WORK INSTRUCTIONS: Only the lines from the one containing "pinky pip: (13, 329)" through the last line below belong in your copy; transcribe them exactly and omit any pictures.

:: INFORMATION SHOWN

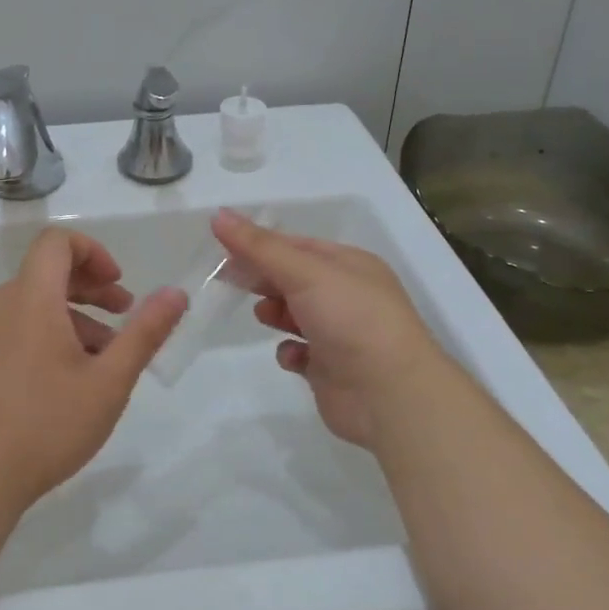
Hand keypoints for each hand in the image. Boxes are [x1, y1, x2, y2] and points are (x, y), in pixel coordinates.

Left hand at [0, 227, 186, 510]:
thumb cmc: (46, 425)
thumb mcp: (109, 381)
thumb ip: (145, 332)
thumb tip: (176, 293)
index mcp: (30, 297)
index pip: (57, 242)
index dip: (93, 252)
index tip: (119, 285)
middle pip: (47, 273)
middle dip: (91, 288)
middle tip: (124, 317)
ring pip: (32, 305)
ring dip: (72, 318)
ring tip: (101, 361)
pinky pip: (13, 329)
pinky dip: (45, 336)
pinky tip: (64, 383)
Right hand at [212, 210, 450, 450]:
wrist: (389, 394)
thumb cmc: (350, 319)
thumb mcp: (304, 272)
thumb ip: (259, 247)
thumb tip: (218, 215)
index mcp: (350, 265)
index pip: (297, 246)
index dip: (260, 245)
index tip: (223, 249)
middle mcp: (347, 296)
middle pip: (293, 279)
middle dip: (263, 278)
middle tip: (226, 280)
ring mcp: (340, 334)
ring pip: (295, 315)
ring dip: (275, 313)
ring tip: (263, 316)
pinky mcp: (331, 368)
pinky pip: (300, 353)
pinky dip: (290, 352)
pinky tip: (291, 355)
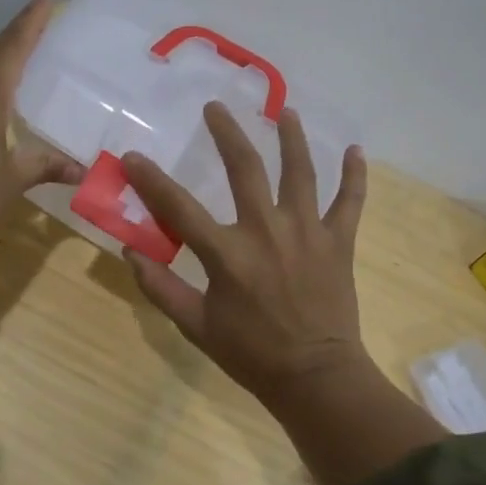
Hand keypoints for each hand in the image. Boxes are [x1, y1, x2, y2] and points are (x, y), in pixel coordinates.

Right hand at [121, 104, 371, 408]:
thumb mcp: (196, 326)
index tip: (133, 156)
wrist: (315, 377)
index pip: (179, 207)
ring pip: (301, 172)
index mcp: (227, 254)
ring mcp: (307, 232)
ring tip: (286, 112)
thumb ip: (161, 288)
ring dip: (293, 138)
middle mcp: (267, 230)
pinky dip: (355, 176)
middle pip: (245, 168)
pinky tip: (356, 151)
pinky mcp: (339, 242)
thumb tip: (130, 252)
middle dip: (227, 133)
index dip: (151, 180)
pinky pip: (350, 202)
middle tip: (215, 107)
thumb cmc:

::::

RESULT OF THIS EXERCISE:
pinky pip: (13, 329)
pinky dip: (45, 336)
pinky tip: (64, 383)
Right hand at [212, 210, 450, 450]:
wrist: (389, 394)
thumb cmc: (350, 319)
thumb mcp: (304, 272)
thumb ip: (259, 247)
thumb tip: (218, 215)
index mcp: (350, 265)
index pip: (297, 246)
index dip: (260, 245)
index tip: (223, 249)
middle mcp: (347, 296)
middle pip: (293, 279)
middle dip: (263, 278)
middle tip: (226, 280)
ring mcp: (340, 334)
ring pip: (295, 315)
ring dip: (275, 313)
ring tip: (263, 316)
pinky mcp: (331, 368)
pinky pip: (300, 353)
pinky dip: (290, 352)
pinky tip: (291, 355)
Hand keypoints for each hand in the image. Boxes are [x1, y1, x2, y2] and points are (x, y), in pixel coordinates.

Right hand at [121, 104, 371, 408]:
thumb mcp: (196, 326)
index tip: (133, 156)
wrist: (315, 377)
index pip: (179, 207)
ring pip: (301, 172)
index mcp: (227, 254)
ring mcp: (307, 232)
ring tip: (286, 112)
thumb ip: (161, 288)
ring dip: (293, 138)
middle mcp: (267, 230)
pinky dip: (355, 176)
middle pip: (245, 168)
pinky tip: (356, 151)
pinky mcp: (339, 242)
thumb tip: (130, 252)
middle dip: (227, 133)
index dip: (151, 180)
pinky pip: (350, 202)
middle tip: (215, 107)
thumb cmc:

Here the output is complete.